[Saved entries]
*** Block opens ***

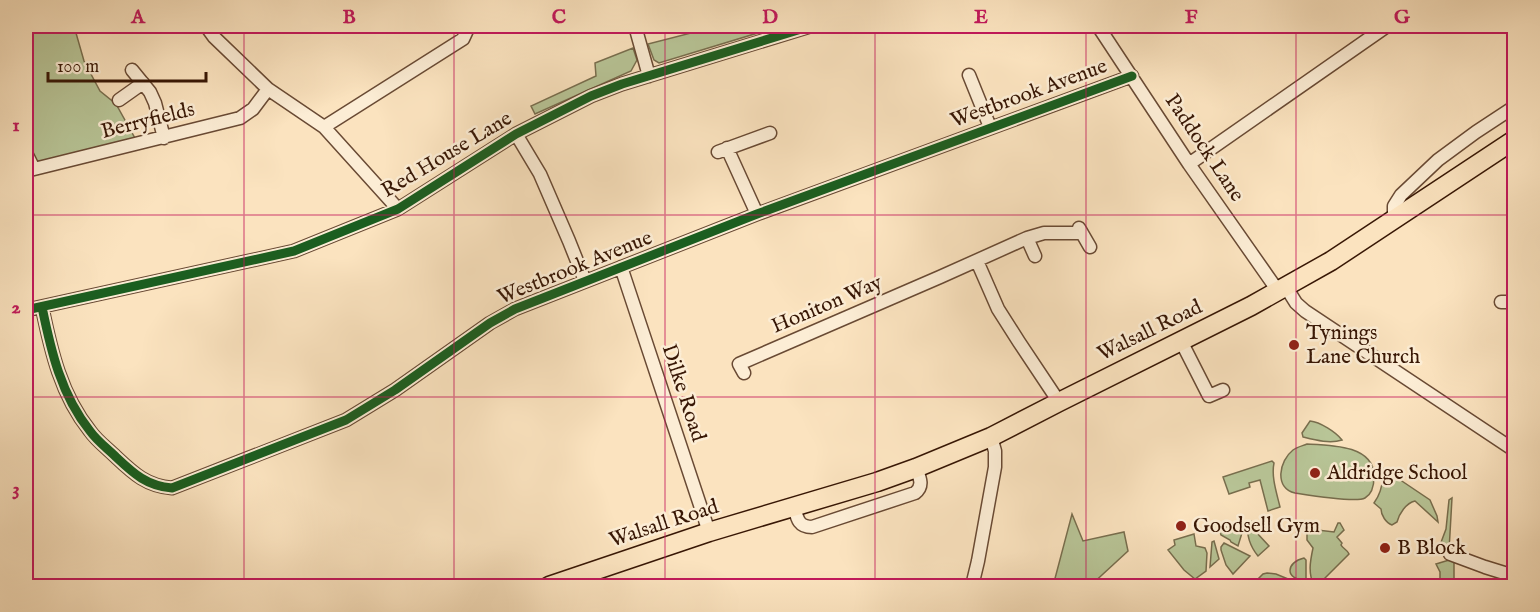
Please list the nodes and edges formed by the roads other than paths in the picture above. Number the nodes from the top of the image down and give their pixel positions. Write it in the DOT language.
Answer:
graph roads {
  1 [pos="206,26"];
  2 [pos="469,26"];
  3 [pos="635,26"];
  4 [pos="811,26"];
  5 [pos="1098,26"];
  6 [pos="1387,26"];
  7 [pos="132,70"];
  8 [pos="969,75"];
  9 [pos="649,76"];
  10 [pos="1132,76"];
  11 [pos="143,83"];
  12 [pos="268,89"];
  13 [pos="119,100"];
  14 [pos="1515,107"];
  15 [pos="324,127"];
  16 [pos="990,127"];
  17 [pos="770,133"];
  18 [pos="516,134"];
  19 [pos="164,138"];
  20 [pos="1515,140"];
  21 [pos="26,153"];
  22 [pos="1190,164"];
  23 [pos="30,170"];
  24 [pos="398,209"];
  25 [pos="757,214"];
  26 [pos="1394,218"];
  27 [pos="1027,238"];
  28 [pos="1090,248"];
  29 [pos="1035,256"];
  30 [pos="977,261"];
  31 [pos="621,267"];
  32 [pos="585,281"];
  33 [pos="1282,289"];
  34 [pos="1501,302"];
  35 [pos="1515,302"];
  36 [pos="42,307"];
  37 [pos="26,310"];
  38 [pos="1181,341"];
  39 [pos="744,373"];
  40 [pos="1223,390"];
  41 [pos="1059,402"];
  42 [pos="991,437"];
  43 [pos="1515,450"];
  44 [pos="916,468"];
  45 [pos="794,506"];
  46 [pos="709,532"];
  47 [pos="1450,554"];
  48 [pos="1515,576"];
  49 [pos="549,586"];
  50 [pos="972,586"];
  1 -- 12 [label="street"];
  2 -- 15 [label="street"];
  3 -- 9 [label="street"];
  4 -- 9 [label="street, Red House Lane"];
  5 -- 10 [label="street, Paddock Lane"];
  6 -- 22 [label="street"];
  7 -- 11 [label="street"];
  8 -- 16 [label="street, Westbrook Avenue"];
  9 -- 18 [label="street, Red House Lane"];
  10 -- 16 [label="street, Westbrook Avenue"];
  10 -- 22 [label="street, Paddock Lane"];
  11 -- 13 [label="street"];
  11 -- 19 [label="street"];
  12 -- 15 [label="street"];
  12 -- 19 [label="street, Berryfields"];
  14 -- 26 [label="street"];
  15 -- 24 [label="street"];
  16 -- 25 [label="street, Westbrook Avenue"];
  17 -- 25 [label="street"];
  18 -- 24 [label="street, Red House Lane"];
  18 -- 32 [label="street"];
  19 -- 23 [label="street, Berryfields"];
  20 -- 26 [label="main road, Walsall Road"];
  21 -- 23 [label="street"];
  22 -- 33 [label="street, Paddock Lane"];
  24 -- 36 [label="street, Red House Lane"];
  25 -- 31 [label="street, Westbrook Avenue"];
  26 -- 33 [label="main road, Walsall Road"];
  27 -- 28 [label="street, Honiton Way"];
  27 -- 29 [label="street"];
  27 -- 30 [label="street, Honiton Way"];
  30 -- 39 [label="street, Honiton Way"];
  30 -- 41 [label="street"];
  31 -- 32 [label="street, Westbrook Avenue"];
  31 -- 46 [label="street, Dilke Road"];
  32 -- 36 [label="street, Westbrook Avenue"];
  33 -- 38 [label="main road, Walsall Road"];
  33 -- 43 [label="street, Paddock Lane"];
  34 -- 35 [label="street"];
  36 -- 37 [label="street, Red House Lane"];
  38 -- 40 [label="street"];
  38 -- 41 [label="main road, Walsall Road"];
  41 -- 42 [label="main road, Walsall Road"];
  42 -- 44 [label="main road, Walsall Road"];
  42 -- 50 [label="street"];
  44 -- 45 [label="main road, Walsall Road"];
  44 -- 45 [label="street"];
  45 -- 46 [label="main road, Walsall Road"];
  46 -- 49 [label="main road, Walsall Road"];
  47 -- 48 [label="street"];
}
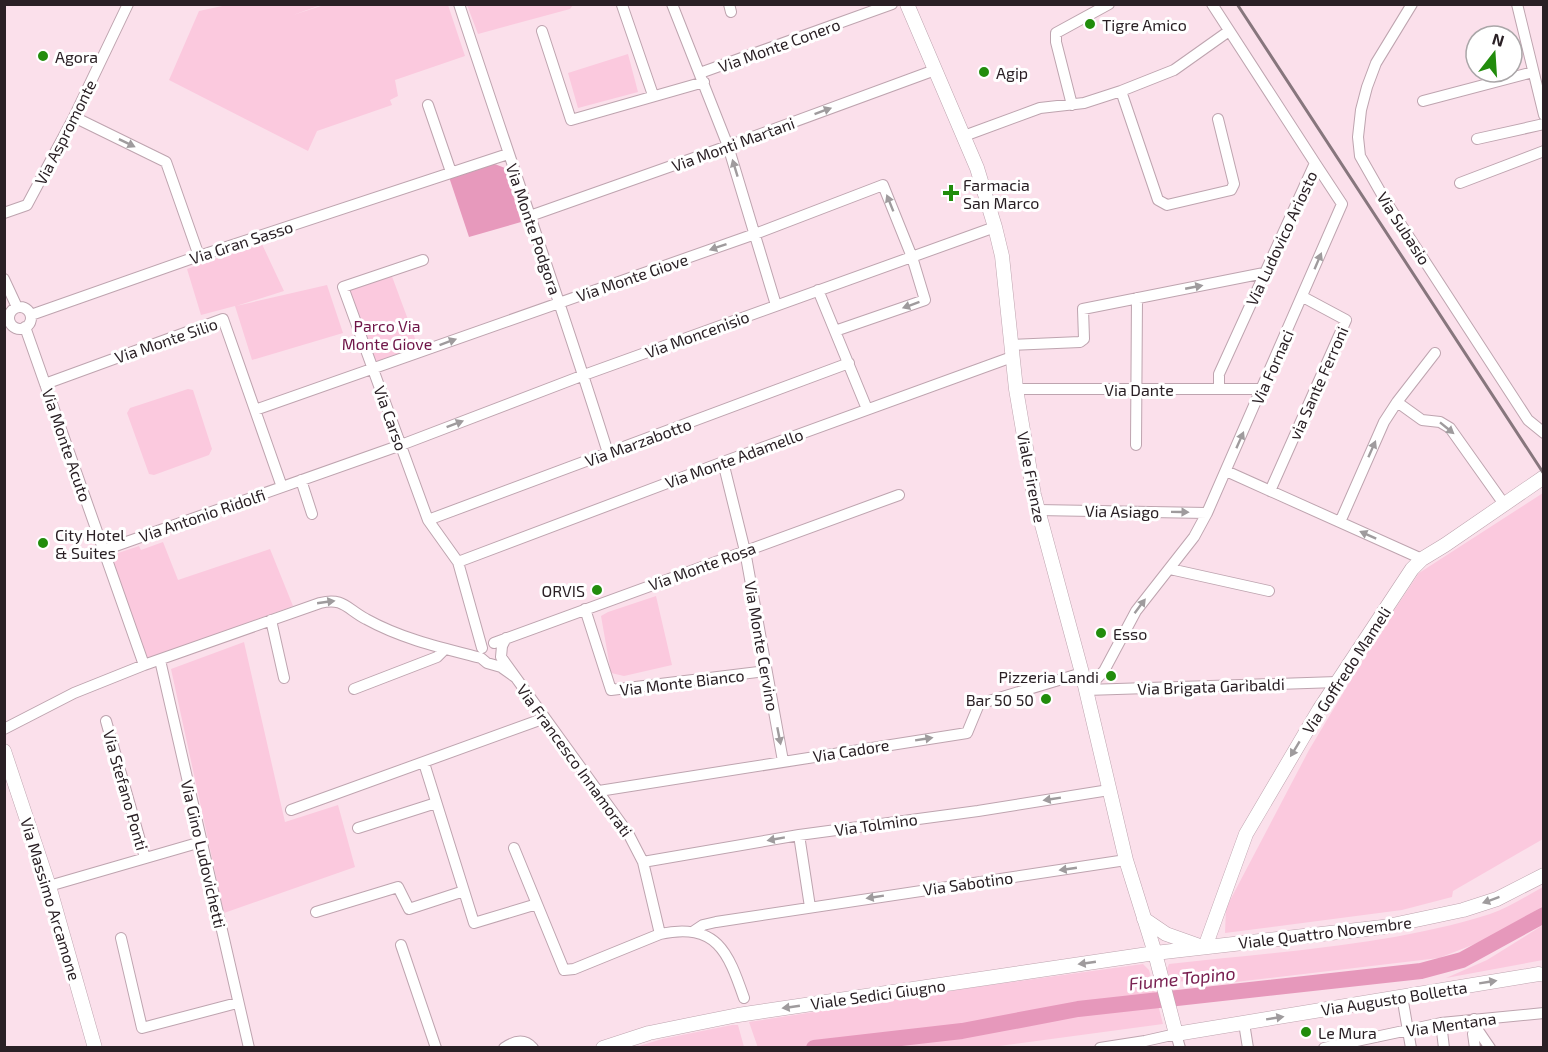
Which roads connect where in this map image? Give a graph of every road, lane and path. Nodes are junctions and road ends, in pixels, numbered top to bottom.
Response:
1 (129, 4) edge
2 (459, 4) edge
3 (672, 4) edge
4 (892, 4) edge
5 (907, 4) edge
6 (1109, 4) edge
7 (1212, 4) edge
8 (1412, 4) edge
9 (1517, 4) edge
10 (622, 5) edge
11 (542, 31) dead end
12 (1230, 31) junction
13 (935, 70) junction
14 (1533, 72) junction
15 (702, 78) junction
16 (1121, 91) junction
17 (652, 95) junction
18 (1423, 101) dead end
19 (428, 105) dead end
20 (1072, 105) junction
21 (1544, 115) edge
22 (74, 117) junction
23 (1218, 119) dead end
24 (1544, 124) edge
25 (963, 136) junction
26 (1477, 139) dead end
27 (728, 146) junction
28 (1544, 152) edge
29 (507, 153) junction
30 (1316, 163) junction
31 (452, 172) junction
32 (1460, 183) dead end
33 (4, 213) edge
34 (530, 216) junction
35 (995, 227) junction
36 (755, 234) junction
37 (199, 256) junction
38 (912, 257) junction
39 (423, 260) dead end
40 (1264, 273) junction
41 (4, 279) edge
42 (818, 290) junction
43 (1303, 297) junction
44 (1137, 298) junction
45 (560, 302) junction
46 (776, 305) junction
47 (17, 307) junction
48 (31, 315) junction
49 (7, 322) edge
50 (25, 327) junction
51 (836, 331) junction
52 (1012, 351) junction
53 (1435, 353) dead end
54 (849, 363) junction
55 (373, 369) junction
56 (584, 375) junction
57 (45, 384) junction
58 (1016, 389) junction
59 (1219, 389) junction
60 (1262, 389) junction
61 (1136, 390) junction
62 (1397, 402) junction
63 (867, 409) junction
64 (255, 410) junction
65 (1544, 433) edge
66 (401, 445) junction
67 (1136, 445) dead end
68 (608, 453) junction
69 (723, 462) junction
70 (1226, 471) junction
71 (1544, 477) edge
72 (301, 480) junction
73 (282, 487) junction
74 (1270, 491) junction
75 (899, 495) dead end
76 (1504, 504) junction
77 (1038, 510) junction
78 (1207, 513) junction
79 (312, 514) dead end
80 (428, 520) junction
81 (1340, 522) junction
82 (104, 550) junction
83 (746, 551) junction
84 (1422, 559) junction
85 (458, 562) junction
86 (1170, 569) junction
87 (1269, 591) dead end
88 (585, 609) junction
89 (271, 620) junction
90 (445, 649) junction
91 (492, 652) junction
92 (160, 660) junction
93 (144, 665) junction
94 (766, 671) junction
95 (1082, 673) junction
96 (284, 678) dead end
97 (1337, 682) junction
98 (354, 689) dead end
99 (1086, 690) junction
100 (545, 718) junction
101 (106, 721) dead end
102 (4, 729) edge
103 (4, 751) edge
104 (783, 761) junction
105 (424, 764) junction
106 (599, 790) junction
107 (1109, 790) junction
108 (436, 803) junction
109 (291, 810) dead end
110 (358, 828) dead end
111 (799, 835) junction
112 (201, 842) junction
113 (514, 848) dead end
114 (145, 858) junction
115 (1126, 860) junction
116 (643, 862) junction
117 (1544, 875) edge
118 (49, 886) junction
119 (464, 891) junction
120 (537, 904) junction
121 (810, 907) junction
122 (316, 912) dead end
123 (1214, 918) junction
124 (1144, 919) junction
125 (694, 932) junction
126 (660, 934) junction
127 (121, 938) dead end
128 (1176, 938) junction
129 (401, 945) dead end
130 (1205, 947) junction
131 (1157, 960) junction
132 (1544, 975) edge
133 (1402, 996) junction
134 (744, 998) junction
135 (237, 1003) junction
136 (761, 1011) junction
137 (1544, 1013) edge
138 (738, 1015) junction
139 (1244, 1023) junction
140 (1441, 1023) junction
141 (1475, 1023) junction
142 (1408, 1029) junction
143 (1177, 1037) edge
144 (95, 1047) edge
145 (249, 1047) edge
146 (436, 1047) edge
147 (504, 1047) edge
148 (533, 1047) edge
149 (603, 1047) edge
150 (1100, 1047) edge
151 (1248, 1047) edge
152 (1327, 1047) edge
153 (1411, 1047) edge
154 (1444, 1047) edge
155 (1475, 1047) edge
156 (1490, 1047) edge

1 - 22 street, Via Aspromonte
2 - 29 street, Via Monte Podgora
3 - 15 street
4 - 15 street, Via Monte Conero
5 - 13 main road, Viale Firenze
6 - 20 street
7 - 12 street, Via Ludovico Ariosto
8 - 65 street, Via Subasio
9 - 14 street
10 - 17 street
11 - 17 street, Via Monte Conero
12 - 16 street
12 - 30 street, Via Ludovico Ariosto
13 - 25 main road, Viale Firenze
27 -> 13 street, Via Monti Martani
14 - 18 street
14 - 21 street
15 - 17 street, Via Monte Conero
15 - 27 street
16 - 20 street
16 - 23 street
19 - 31 street
20 - 25 street
22 - 33 street, Via Aspromonte
22 -> 37 street
24 - 26 street
25 - 35 main road, Viale Firenze
27 - 34 street, Via Monti Martani
36 -> 27 street
28 - 32 street
29 - 31 street, Via Gran Sasso
29 - 34 street, Via Monte Podgora
30 - 40 street, Via Ludovico Ariosto
43 -> 30 street, Via Fornaci
31 - 37 street, Via Gran Sasso
34 - 45 street, Via Monte Podgora
35 - 38 street, Via Moncenisio
35 - 52 main road, Viale Firenze
38 -> 36 street, Via Monte Giove
36 -> 45 street, Via Monte Giove
36 - 46 street
37 - 48 street, Via Gran Sasso
38 - 42 street, Via Moncenisio
38 -> 51 street
39 - 55 street, Via Carso
44 -> 40 street
40 - 59 street, Via Ludovico Ariosto
41 - 47 street
42 - 46 street, Via Moncenisio
42 - 51 street
43 - 60 street, Via Fornaci
43 - 74 street, via Sante Ferroni
44 - 52 street, Via Monte Adamello
44 - 61 street
55 -> 45 street, Via Monte Giove
45 - 56 street, Via Monte Podgora
46 - 56 street, Via Moncenisio
47 - 48 street
47 - 49 street
48 - 50 street
49 - 50 street
50 - 57 street, Via Monte Acuto
51 - 54 street
52 - 58 main road, Viale Firenze
52 - 63 street, Via Monte Adamello
53 - 62 street
54 - 63 street
54 - 68 street, Via Marzabotto
55 - 64 street, Via Monte Giove
55 - 66 street, Via Carso
66 -> 56 street, Via Moncenisio
56 - 68 street, Via Monte Podgora
57 - 64 street, Via Monte Silio
57 - 82 street, Via Monte Acuto
58 - 61 street, Via Dante
58 - 77 main road, Viale Firenze
59 - 60 street, Via Dante
59 - 61 street, Via Dante
70 -> 60 street, Via Fornaci
61 - 67 street
62 -> 76 street
81 -> 62 street
63 - 69 street, Via Monte Adamello
64 - 73 street, Via Monte Silio
66 - 72 street, Via Antonio Ridolfi
66 - 80 street, Via Carso
68 - 80 street, Via Marzabotto
69 - 83 street, Via Monte Cervino
69 - 85 street, Via Monte Adamello
70 - 74 street
70 - 78 street, Via Fornaci
71 - 76 main road, Via Goffredo Mameli
72 - 73 street, Via Antonio Ridolfi
72 - 79 street
73 - 82 street, Via Antonio Ridolfi
74 - 81 street
75 - 83 street, Via Monte Rosa
76 - 84 main road, Via Goffredo Mameli
77 -> 78 street, Via Asiago
77 - 95 main road, Viale Firenze
78 - 86 street, Via Fornaci
80 - 85 street, Via Carso
84 -> 81 street
82 - 93 street, Via Monte Acuto
83 - 88 street, Via Monte Rosa
83 - 94 street, Via Monte Cervino
84 - 97 main road, Via Goffredo Mameli
85 - 91 street, Via Carso
86 - 87 street
99 -> 86 street, Via Fornaci
88 - 91 street, Via Monte Rosa
88 - 94 street, Via Monte Bianco
89 -> 90 street, Via Francesco Innamorati
89 - 92 street, Via Francesco Innamorati
89 - 96 street
90 - 91 street, Via Francesco Innamorati
90 - 98 street
91 - 100 street, Via Francesco Innamorati
92 - 93 street, Via Francesco Innamorati
92 - 112 street, Via Gino Ludovichetti
93 - 102 street, Via Francesco Innamorati
94 -> 104 street, Via Monte Cervino
95 - 99 main road, Viale Firenze
104 -> 95 street, Via Cadore
97 - 99 street, Via Brigata Garibaldi
97 -> 123 main road, Via Goffredo Mameli
99 - 107 main road, Viale Firenze
100 - 105 street
100 - 106 street, Via Francesco Innamorati
101 - 114 street, Via Stefano Ponti
103 - 118 main road, Via Massimo Arcamone
104 - 106 street, Via Cadore
105 - 108 street
105 - 109 street
106 - 116 street, Via Francesco Innamorati
107 -> 111 street, Via Tolmino
107 - 115 main road, Viale Firenze
108 - 110 street
108 - 119 street
111 -> 116 street, Via Tolmino
111 - 121 street
112 - 114 street, Via Stefano Ponti
112 - 135 street, Via Gino Ludovichetti
113 - 120 street
114 - 118 street, Via Stefano Ponti
115 -> 121 street, Via Sabotino
115 - 124 main road, Viale Firenze
116 - 126 street, Via Francesco Innamorati
117 -> 130 main road, Viale Quattro Novembre
118 - 144 main road, Via Massimo Arcamone
119 - 120 street
119 - 122 street
120 - 126 street
121 - 125 street, Via Sabotino
123 - 128 main road
123 - 130 main road, Via Goffredo Mameli
124 - 128 main road, Viale Quattro Novembre
124 - 131 main road, Viale Firenze
125 - 126 street
125 - 134 street
127 - 135 street
128 - 130 main road, Viale Quattro Novembre
129 - 146 street
130 - 131 main road, Viale Quattro Novembre
131 -> 136 main road, Viale Sedici Giugno
131 - 143 main road, Viale Firenze
133 -> 132 main road, Via Augusto Bolletta
139 -> 133 main road, Via Augusto Bolletta
133 - 142 street
134 - 136 street
134 - 138 street
135 - 145 street, Via Gino Ludovichetti
136 - 138 main road, Viale Sedici Giugno
137 - 141 street, Via Mentana
138 - 149 main road, Viale Sedici Giugno
139 - 143 main road, Via Augusto Bolletta
139 - 151 street
140 - 141 street, Via Mentana
140 - 142 street, Via Mentana
140 - 154 street
141 - 155 street
141 - 156 street
142 - 152 street, Via Mentana
142 - 153 street
143 - 150 street
147 - 148 street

*** Block closes ***

In the entries above, count every line containing the word "House". Write only the total.

-- Task result --
5